* Exercise directions
Only those lines in the data below from the line containing "pinky dip: (968, 441)" through the line containing "pinky mcp: (875, 793)", both included, should be restated word for word.

(Beginning of Source material)

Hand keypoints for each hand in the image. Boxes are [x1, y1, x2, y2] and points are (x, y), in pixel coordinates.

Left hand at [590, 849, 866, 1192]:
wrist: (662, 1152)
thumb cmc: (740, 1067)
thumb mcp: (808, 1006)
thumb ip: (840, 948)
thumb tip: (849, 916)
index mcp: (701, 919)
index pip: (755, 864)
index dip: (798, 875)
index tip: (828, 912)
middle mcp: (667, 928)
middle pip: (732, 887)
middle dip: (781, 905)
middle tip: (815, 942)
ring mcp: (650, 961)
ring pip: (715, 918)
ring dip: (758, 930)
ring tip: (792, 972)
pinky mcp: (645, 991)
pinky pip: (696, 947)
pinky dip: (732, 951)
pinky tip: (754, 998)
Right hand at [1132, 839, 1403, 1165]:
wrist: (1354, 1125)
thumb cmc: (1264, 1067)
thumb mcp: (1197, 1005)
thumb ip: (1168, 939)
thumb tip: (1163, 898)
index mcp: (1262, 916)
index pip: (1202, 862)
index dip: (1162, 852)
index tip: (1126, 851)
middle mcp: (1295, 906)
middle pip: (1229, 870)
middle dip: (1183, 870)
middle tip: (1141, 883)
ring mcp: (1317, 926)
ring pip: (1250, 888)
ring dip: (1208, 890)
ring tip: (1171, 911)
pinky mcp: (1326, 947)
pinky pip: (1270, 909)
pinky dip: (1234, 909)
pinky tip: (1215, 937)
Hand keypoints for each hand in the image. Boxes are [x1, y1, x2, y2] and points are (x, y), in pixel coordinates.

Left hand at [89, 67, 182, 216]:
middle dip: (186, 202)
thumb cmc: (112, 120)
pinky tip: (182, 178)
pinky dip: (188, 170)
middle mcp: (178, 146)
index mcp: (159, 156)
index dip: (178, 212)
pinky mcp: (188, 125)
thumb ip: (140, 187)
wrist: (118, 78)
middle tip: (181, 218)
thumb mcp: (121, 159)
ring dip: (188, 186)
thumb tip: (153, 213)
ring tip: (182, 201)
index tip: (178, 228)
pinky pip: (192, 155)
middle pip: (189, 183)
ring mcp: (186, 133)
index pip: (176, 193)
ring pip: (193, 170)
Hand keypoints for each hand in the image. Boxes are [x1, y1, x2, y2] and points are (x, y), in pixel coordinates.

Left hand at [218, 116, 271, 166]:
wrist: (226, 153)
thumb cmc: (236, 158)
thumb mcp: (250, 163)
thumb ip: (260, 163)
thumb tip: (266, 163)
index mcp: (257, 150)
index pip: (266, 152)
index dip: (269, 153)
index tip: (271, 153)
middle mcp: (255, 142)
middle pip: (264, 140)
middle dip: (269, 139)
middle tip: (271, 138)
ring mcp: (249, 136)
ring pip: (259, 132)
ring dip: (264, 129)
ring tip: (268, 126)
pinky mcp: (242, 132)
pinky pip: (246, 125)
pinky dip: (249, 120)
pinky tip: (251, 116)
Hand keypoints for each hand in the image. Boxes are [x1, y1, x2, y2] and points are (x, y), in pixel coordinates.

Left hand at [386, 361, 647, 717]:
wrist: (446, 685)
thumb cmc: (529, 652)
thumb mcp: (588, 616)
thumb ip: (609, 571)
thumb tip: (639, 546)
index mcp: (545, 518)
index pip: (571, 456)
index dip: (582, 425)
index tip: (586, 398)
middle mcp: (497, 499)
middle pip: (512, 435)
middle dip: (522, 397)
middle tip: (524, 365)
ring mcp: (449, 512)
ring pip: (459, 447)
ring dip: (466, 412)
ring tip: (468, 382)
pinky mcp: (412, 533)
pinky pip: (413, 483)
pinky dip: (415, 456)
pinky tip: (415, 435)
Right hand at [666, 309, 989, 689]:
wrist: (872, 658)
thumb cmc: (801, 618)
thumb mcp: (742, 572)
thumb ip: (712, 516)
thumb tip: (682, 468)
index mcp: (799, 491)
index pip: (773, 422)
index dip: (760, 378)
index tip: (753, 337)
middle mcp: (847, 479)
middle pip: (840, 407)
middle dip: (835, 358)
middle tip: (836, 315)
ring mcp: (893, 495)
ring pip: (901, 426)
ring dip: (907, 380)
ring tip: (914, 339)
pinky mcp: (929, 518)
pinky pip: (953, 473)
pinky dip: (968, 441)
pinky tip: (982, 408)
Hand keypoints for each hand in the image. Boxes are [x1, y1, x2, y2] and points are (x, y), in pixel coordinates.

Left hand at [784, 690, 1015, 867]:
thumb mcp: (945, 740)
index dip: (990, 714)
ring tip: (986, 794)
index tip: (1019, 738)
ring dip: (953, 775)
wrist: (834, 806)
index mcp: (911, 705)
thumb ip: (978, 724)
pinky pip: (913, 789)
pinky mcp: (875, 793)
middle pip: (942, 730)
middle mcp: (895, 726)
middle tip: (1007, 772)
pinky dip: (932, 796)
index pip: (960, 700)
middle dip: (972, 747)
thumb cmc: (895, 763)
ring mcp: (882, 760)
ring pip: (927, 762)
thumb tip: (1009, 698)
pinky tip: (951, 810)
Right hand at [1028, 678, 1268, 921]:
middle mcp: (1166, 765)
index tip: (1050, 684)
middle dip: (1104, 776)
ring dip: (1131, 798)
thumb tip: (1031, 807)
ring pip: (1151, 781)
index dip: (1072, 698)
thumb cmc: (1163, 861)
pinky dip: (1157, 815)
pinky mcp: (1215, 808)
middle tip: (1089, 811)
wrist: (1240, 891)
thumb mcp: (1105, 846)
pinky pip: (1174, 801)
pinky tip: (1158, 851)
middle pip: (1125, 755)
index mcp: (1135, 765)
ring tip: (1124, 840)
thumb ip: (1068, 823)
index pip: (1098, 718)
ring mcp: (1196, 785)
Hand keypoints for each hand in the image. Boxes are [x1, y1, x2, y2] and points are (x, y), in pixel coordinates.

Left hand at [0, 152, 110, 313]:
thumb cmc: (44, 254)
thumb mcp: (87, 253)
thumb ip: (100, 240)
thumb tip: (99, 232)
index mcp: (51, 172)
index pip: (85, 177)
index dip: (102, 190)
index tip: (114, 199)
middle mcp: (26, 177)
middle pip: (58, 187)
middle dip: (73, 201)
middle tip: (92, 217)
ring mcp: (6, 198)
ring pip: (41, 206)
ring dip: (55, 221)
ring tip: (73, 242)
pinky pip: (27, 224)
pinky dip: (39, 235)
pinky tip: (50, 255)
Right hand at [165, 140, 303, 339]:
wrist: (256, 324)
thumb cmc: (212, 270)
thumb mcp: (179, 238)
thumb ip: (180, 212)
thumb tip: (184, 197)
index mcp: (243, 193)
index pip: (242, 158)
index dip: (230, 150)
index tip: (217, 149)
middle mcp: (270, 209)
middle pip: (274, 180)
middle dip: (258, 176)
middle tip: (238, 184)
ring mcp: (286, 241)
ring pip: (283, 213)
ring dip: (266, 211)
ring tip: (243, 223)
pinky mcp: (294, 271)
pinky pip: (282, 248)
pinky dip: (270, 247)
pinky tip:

(End of Source material)

* Task result
pinky dip: (968, 441)
pinky tip: (982, 408)
Hand keypoints for each hand in the image. Boxes are [x1, y1, x2, y2] and points are (x, y), in pixel coordinates.

Left hand at [784, 690, 1015, 867]:
thumb mcp: (945, 740)
index dip: (990, 714)
ring tip: (986, 794)
index tip: (1019, 738)
ring dip: (953, 775)
wrist: (834, 806)
index mcp: (911, 705)
thumb ip: (978, 724)
pinky pip: (913, 789)
pinky mcp: (875, 793)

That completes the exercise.